→ ASSIGNMENT
What lines below include the word "Neculce"? Copy each one.

→ THE INPUT
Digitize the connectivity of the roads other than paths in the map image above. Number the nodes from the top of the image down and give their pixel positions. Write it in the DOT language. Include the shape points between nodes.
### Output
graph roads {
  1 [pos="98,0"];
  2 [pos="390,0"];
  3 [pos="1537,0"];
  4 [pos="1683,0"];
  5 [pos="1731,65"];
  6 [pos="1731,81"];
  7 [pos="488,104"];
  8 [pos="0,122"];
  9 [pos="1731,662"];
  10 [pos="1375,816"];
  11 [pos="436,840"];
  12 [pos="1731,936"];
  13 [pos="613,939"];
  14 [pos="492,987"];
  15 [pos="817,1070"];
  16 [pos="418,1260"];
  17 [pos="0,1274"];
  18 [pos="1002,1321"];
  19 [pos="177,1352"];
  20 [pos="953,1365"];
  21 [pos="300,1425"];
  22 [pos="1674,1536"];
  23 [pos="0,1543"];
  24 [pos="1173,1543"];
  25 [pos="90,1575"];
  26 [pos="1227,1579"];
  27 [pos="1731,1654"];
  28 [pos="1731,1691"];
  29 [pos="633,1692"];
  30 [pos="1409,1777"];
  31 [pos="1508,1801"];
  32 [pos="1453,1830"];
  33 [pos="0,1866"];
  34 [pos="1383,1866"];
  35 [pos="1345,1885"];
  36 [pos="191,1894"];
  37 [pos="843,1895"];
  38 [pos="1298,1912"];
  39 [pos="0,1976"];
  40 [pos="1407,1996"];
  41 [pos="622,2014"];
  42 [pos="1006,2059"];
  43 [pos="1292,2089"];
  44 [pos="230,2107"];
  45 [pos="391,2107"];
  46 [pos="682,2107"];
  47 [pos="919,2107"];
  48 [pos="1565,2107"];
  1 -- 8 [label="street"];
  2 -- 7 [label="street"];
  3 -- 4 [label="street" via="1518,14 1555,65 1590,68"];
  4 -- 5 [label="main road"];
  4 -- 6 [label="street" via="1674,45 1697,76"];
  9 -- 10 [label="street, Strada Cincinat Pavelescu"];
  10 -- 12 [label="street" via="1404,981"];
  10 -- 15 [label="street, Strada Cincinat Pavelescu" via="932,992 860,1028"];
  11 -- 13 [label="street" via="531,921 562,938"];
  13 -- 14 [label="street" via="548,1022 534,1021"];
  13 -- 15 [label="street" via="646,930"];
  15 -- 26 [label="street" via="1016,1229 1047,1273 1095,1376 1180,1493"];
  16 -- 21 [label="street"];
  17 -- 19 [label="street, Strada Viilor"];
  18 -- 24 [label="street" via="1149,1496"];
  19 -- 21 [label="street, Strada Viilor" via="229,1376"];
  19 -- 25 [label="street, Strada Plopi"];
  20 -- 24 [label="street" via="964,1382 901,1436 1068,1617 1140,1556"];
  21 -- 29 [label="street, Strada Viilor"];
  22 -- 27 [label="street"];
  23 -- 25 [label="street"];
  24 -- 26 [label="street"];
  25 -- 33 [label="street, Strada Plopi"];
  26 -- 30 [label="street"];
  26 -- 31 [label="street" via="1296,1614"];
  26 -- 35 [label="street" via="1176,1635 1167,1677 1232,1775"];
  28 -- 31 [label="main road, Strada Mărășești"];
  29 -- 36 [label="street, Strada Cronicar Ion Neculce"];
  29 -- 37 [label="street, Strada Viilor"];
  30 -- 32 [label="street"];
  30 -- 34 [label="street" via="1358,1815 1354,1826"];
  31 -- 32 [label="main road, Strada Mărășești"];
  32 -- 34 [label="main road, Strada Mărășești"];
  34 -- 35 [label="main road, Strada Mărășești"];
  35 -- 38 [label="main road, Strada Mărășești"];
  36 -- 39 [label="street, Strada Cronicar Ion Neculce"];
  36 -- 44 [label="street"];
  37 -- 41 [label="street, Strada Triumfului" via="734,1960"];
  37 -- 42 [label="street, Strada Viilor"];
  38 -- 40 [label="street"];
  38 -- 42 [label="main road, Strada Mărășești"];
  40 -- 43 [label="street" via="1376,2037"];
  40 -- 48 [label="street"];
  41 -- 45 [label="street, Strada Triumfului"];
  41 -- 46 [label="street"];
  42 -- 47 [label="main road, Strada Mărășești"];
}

→ TASK RESPONSE
  29 -- 36 [label="street, Strada Cronicar Ion Neculce"];
  36 -- 39 [label="street, Strada Cronicar Ion Neculce"];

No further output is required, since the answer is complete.